IV. Liabilities for Materials
A. Customer's liability for material that Sanmina has procured is limited to the following:
1. Parts that Sanmina, having ordered per the guidelines above, cannot cancel prior to their receipt. This includes parts that may not be cancelable by virtue of having insufficient time between the MRP signal to cancel and the expected or real receipt date at Sanmina.
2. Parts that Sanmina, having ordered per the guidelines above, cannot return to the suppliers that the parts came from, where the value of the parts exceed $1000 in total, and where Sanmina has made reasonable efforts to return the parts (for no more than four weeks).
3. Parts that are worth less than $1000 in total and where Sanmina is not required to attempt return.
B. Where Sanmina is able to return parts with a re-stocking or other fees, those fees shall also become part of Customer's Total Liability.
C. If necessary and with the Customer's written consent, Sanmina shall purchase any necessary tools to fulfill the Purchase Order and Forecast.
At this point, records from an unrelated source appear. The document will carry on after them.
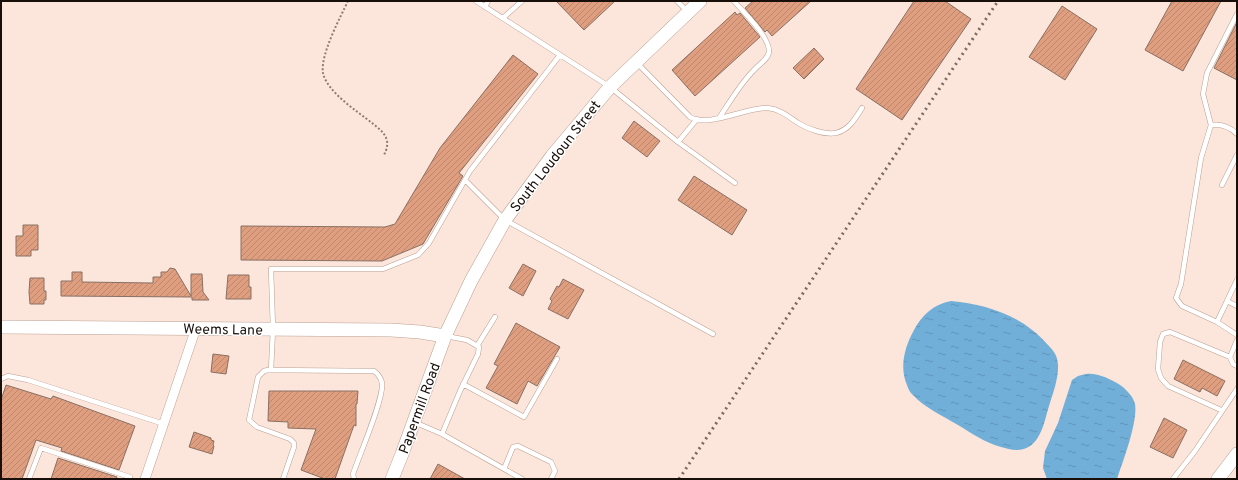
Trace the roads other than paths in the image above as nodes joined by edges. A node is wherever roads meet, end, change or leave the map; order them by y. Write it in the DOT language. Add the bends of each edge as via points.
graph roads {
  1 [pos="476,1"];
  2 [pos="488,1"];
  3 [pos="522,1"];
  4 [pos="677,1"];
  5 [pos="700,1"];
  6 [pos="734,1"];
  7 [pos="743,1"];
  8 [pos="738,6"];
  9 [pos="485,7"];
  10 [pos="688,12"];
  11 [pos="1237,14"];
  12 [pos="503,18"];
  13 [pos="560,55"];
  14 [pos="636,62"];
  15 [pos="610,87"];
  16 [pos="862,108"];
  17 [pos="719,118"];
  18 [pos="697,119"];
  19 [pos="1211,125"];
  20 [pos="1237,134"];
  21 [pos="678,142"];
  22 [pos="1237,155"];
  23 [pos="465,180"];
  24 [pos="735,183"];
  25 [pos="1222,185"];
  26 [pos="505,220"];
  27 [pos="1237,280"];
  28 [pos="1227,301"];
  29 [pos="1237,306"];
  30 [pos="495,317"];
  31 [pos="1217,322"];
  32 [pos="1,327"];
  33 [pos="196,328"];
  34 [pos="273,329"];
  35 [pos="713,334"];
  36 [pos="1237,335"];
  37 [pos="445,336"];
  38 [pos="1237,340"];
  39 [pos="477,346"];
  40 [pos="1230,357"];
  41 [pos="557,359"];
  42 [pos="1237,366"];
  43 [pos="271,370"];
  44 [pos="1,379"];
  45 [pos="463,384"];
  46 [pos="1237,389"];
  47 [pos="1222,410"];
  48 [pos="414,422"];
  49 [pos="164,424"];
  50 [pos="442,434"];
  51 [pos="1237,454"];
  52 [pos="504,469"];
  53 [pos="130,477"];
  54 [pos="29,479"];
  55 [pos="146,479"];
  56 [pos="283,479"];
  57 [pos="354,479"];
  58 [pos="392,479"];
  59 [pos="522,479"];
  60 [pos="551,479"];
  61 [pos="1173,479"];
  62 [pos="1218,479"];
  1 -- 9 [label="lane"];
  2 -- 9 [label="lane"];
  3 -- 12 [label="lane"];
  4 -- 10 [label="lane"];
  5 -- 10 [label="main road, South Loudoun Street"];
  6 -- 8 [label="lane"];
  7 -- 8 [label="lane"];
  8 -- 17 [label="lane" via="762,35 769,53 768,57 753,70"];
  9 -- 12 [label="lane"];
  10 -- 14 [label="main road, South Loudoun Street"];
  11 -- 19 [label="lane" via="1207,73 1203,94"];
  12 -- 13 [label="lane"];
  13 -- 15 [label="lane"];
  13 -- 23 [label="lane"];
  14 -- 15 [label="main road, South Loudoun Street"];
  14 -- 18 [label="lane" via="690,117"];
  15 -- 21 [label="lane"];
  15 -- 26 [label="main road, South Loudoun Street" via="552,156"];
  16 -- 17 [label="lane" via="849,126 834,133 824,133 805,126 771,108"];
  17 -- 18 [label="lane"];
  18 -- 21 [label="lane"];
  19 -- 20 [label="lane" via="1219,124 1233,129"];
  19 -- 31 [label="lane" via="1201,158 1181,284 1176,298 1182,306"];
  21 -- 24 [label="lane"];
  22 -- 25 [label="lane"];
  23 -- 26 [label="lane"];
  23 -- 34 [label="lane" via="429,244 418,255 383,269 271,269"];
  26 -- 35 [label="lane"];
  26 -- 37 [label="main road, South Loudoun Street" via="471,281"];
  27 -- 28 [label="lane"];
  28 -- 29 [label="lane"];
  28 -- 31 [label="lane"];
  30 -- 39 [label="lane"];
  31 -- 36 [label="lane"];
  32 -- 33 [label="main road, Weems Lane"];
  33 -- 34 [label="main road, Weems Lane"];
  33 -- 49 [label="street"];
  34 -- 37 [label="main road, Weems Lane" via="391,330"];
  34 -- 43 [label="lane"];
  37 -- 39 [label="lane" via="467,340"];
  37 -- 48 [label="main road, Papermill Road"];
  38 -- 40 [label="lane"];
  39 -- 45 [label="lane" via="478,354"];
  40 -- 42 [label="lane"];
  40 -- 47 [label="lane" via="1170,332 1163,334 1160,342 1158,369 1168,386"];
  41 -- 45 [label="lane" via="524,417"];
  43 -- 56 [label="lane" via="264,371 258,377 249,420 257,428 290,439 294,443"];
  43 -- 57 [label="lane" via="374,371 381,378 379,404 353,474"];
  44 -- 49 [label="lane" via="8,376 28,380"];
  45 -- 50 [label="lane"];
  46 -- 47 [label="lane"];
  47 -- 61 [label="lane"];
  48 -- 50 [label="lane"];
  48 -- 58 [label="main road, Papermill Road"];
  49 -- 55 [label="street"];
  50 -- 52 [label="lane"];
  51 -- 62 [label="main road"];
  52 -- 59 [label="lane"];
  52 -- 60 [label="lane" via="513,448 518,446 551,462 555,471"];
  53 -- 54 [label="lane" via="41,448"];
}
Such tools shall be deemed a part of the Customer's Total Liability. All such tooling purchased by Sanmina shall remain the Customer's property, and Sanmina shall return such tooling (normal wear and tear excepted) to the Customer upon request, the completion of the relevant order or the termination of the Agreement.
D. Customer's liability for the material defined in the previous sections will be at the quoted cost agreed between Sanmina and Customer plus the agreed materials margin of 13% (thirteen percent).
V. Reschedules
The Customer may reschedule delivery dates of Products subject to the following matrix:
Notice Prior to Original Delivery Date |
Percent of Original Quantity that can be Rescheduled |
||
---|---|---|---|
0 to 30 days | 0 | % | |
31 to 60 days | 15 | % | |
61 to 90 days | 30 | % | |
Beyond 90 Days | 100 | % |
As an example, if the Customer notifies Sanmina in writing between 31 and 60 days prior to the scheduled delivery date of the Products, the Customer may reschedule a maximum of 15% of the total amount of the Products to be delivered on such date.
A. For a decrease in quantity of Products to be delivered on a specific delivery date, Sanmina and the Customer shall mutually agree upon a date to deliver the undelivered Products within 45 days from the original delivery date.
B. For an increase in quantity of Products to be delivered on a specific delivery date, Sanmina, on a best effort basis, will attempt to accommodate such increase.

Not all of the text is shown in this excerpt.